The task calls for every entry to be printed word for word, without the images.
(Beginning of EXERCISE INPUT)
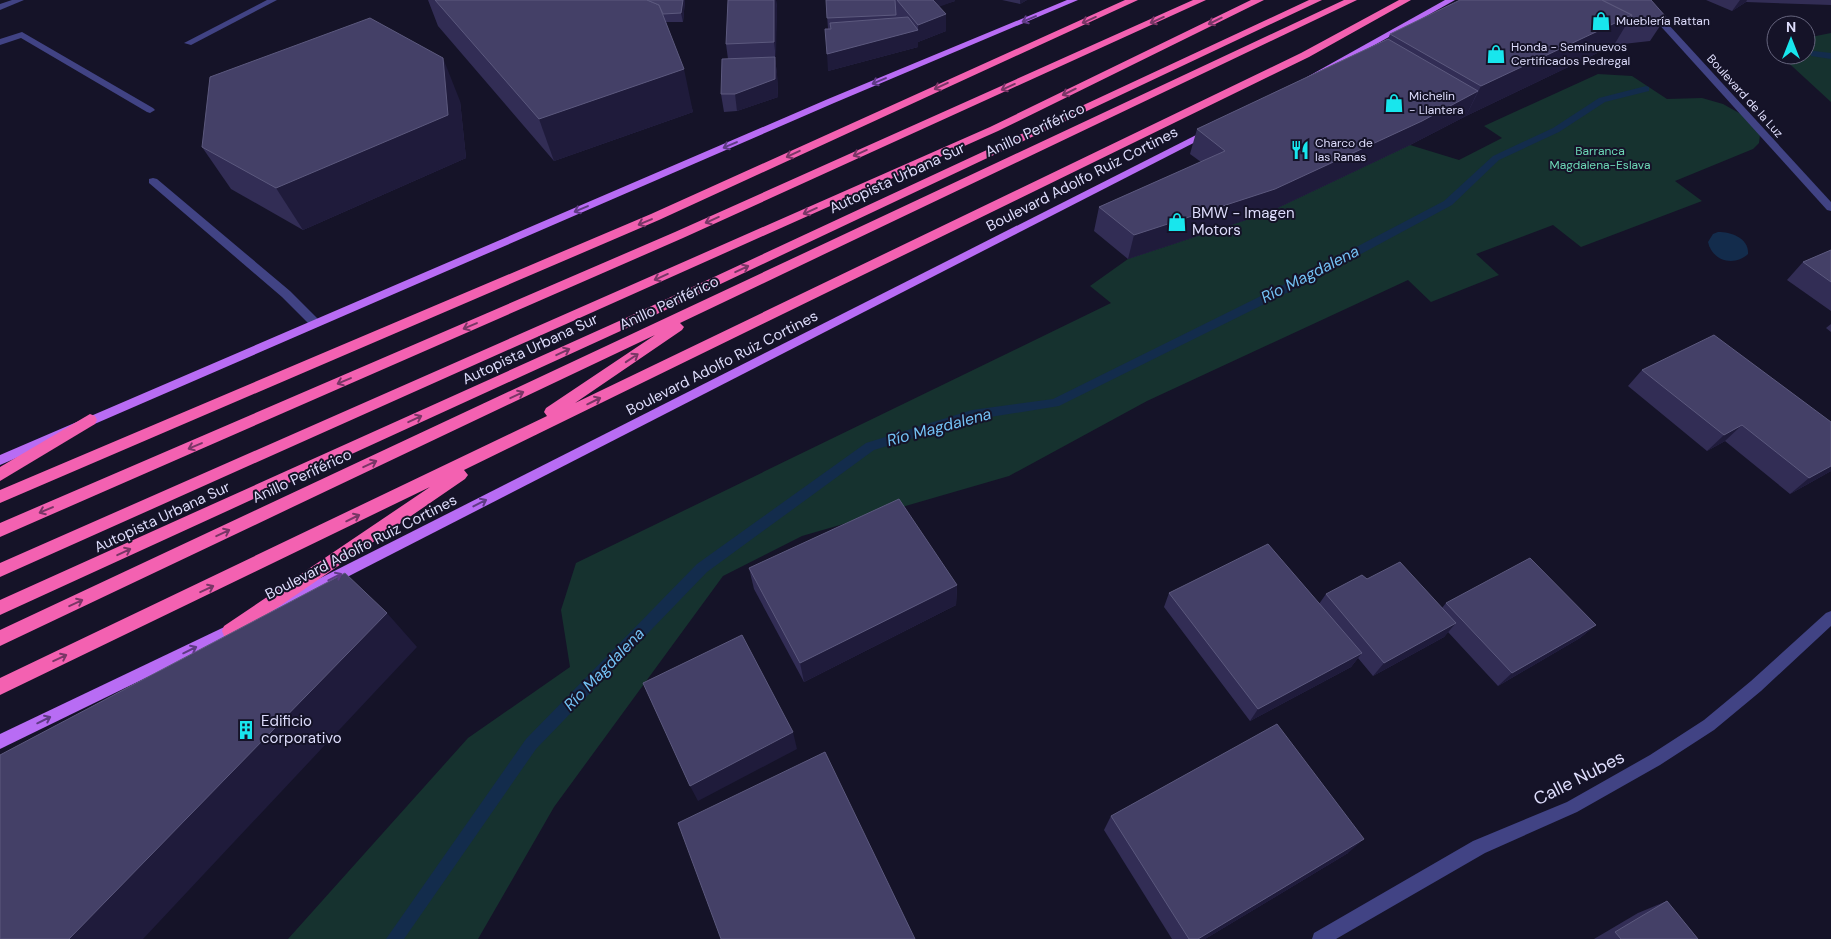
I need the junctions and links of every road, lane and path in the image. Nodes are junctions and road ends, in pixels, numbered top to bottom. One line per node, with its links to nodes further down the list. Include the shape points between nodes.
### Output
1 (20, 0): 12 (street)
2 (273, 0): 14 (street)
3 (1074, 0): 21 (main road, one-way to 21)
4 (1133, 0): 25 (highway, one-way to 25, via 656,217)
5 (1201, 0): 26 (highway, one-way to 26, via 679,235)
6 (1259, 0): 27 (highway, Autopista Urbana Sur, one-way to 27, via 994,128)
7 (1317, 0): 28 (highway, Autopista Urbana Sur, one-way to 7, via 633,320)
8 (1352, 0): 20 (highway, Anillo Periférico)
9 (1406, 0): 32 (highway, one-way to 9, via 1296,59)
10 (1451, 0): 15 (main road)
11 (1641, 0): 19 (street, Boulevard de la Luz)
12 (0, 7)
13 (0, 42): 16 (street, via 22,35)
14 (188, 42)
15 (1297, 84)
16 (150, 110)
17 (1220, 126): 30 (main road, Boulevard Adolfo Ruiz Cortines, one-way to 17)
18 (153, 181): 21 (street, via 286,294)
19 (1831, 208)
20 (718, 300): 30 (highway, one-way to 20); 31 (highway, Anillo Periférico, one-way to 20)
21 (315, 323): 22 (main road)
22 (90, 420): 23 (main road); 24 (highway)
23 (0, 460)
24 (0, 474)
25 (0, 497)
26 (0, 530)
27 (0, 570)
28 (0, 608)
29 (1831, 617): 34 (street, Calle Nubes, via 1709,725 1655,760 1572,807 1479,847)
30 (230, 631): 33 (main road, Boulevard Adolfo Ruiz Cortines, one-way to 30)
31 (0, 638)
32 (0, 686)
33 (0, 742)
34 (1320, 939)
(End of EXERCISE INPUT)
RESPONSE FOR THIS EXERCISE:
I need the junctions and links of every road, lane and path in the image. Nodes are junctions and road ends, in pixels, numbered top to bottom. One line per node, with its links to nodes further down the list. Include the shape points between nodes.
### Output
1 (20, 0): 12 (street)
2 (273, 0): 14 (street)
3 (1074, 0): 21 (main road, one-way to 21)
4 (1133, 0): 25 (highway, one-way to 25, via 656,217)
5 (1201, 0): 26 (highway, one-way to 26, via 679,235)
6 (1259, 0): 27 (highway, Autopista Urbana Sur, one-way to 27, via 994,128)
7 (1317, 0): 28 (highway, Autopista Urbana Sur, one-way to 7, via 633,320)
8 (1352, 0): 20 (highway, Anillo Periférico)
9 (1406, 0): 32 (highway, one-way to 9, via 1296,59)
10 (1451, 0): 15 (main road)
11 (1641, 0): 19 (street, Boulevard de la Luz)
12 (0, 7)
13 (0, 42): 16 (street, via 22,35)
14 (188, 42)
15 (1297, 84)
16 (150, 110)
17 (1220, 126): 30 (main road, Boulevard Adolfo Ruiz Cortines, one-way to 17)
18 (153, 181): 21 (street, via 286,294)
19 (1831, 208)
20 (718, 300): 30 (highway, one-way to 20); 31 (highway, Anillo Periférico, one-way to 20)
21 (315, 323): 22 (main road)
22 (90, 420): 23 (main road); 24 (highway)
23 (0, 460)
24 (0, 474)
25 (0, 497)
26 (0, 530)
27 (0, 570)
28 (0, 608)
29 (1831, 617): 34 (street, Calle Nubes, via 1709,725 1655,760 1572,807 1479,847)
30 (230, 631): 33 (main road, Boulevard Adolfo Ruiz Cortines, one-way to 30)
31 (0, 638)
32 (0, 686)
33 (0, 742)
34 (1320, 939)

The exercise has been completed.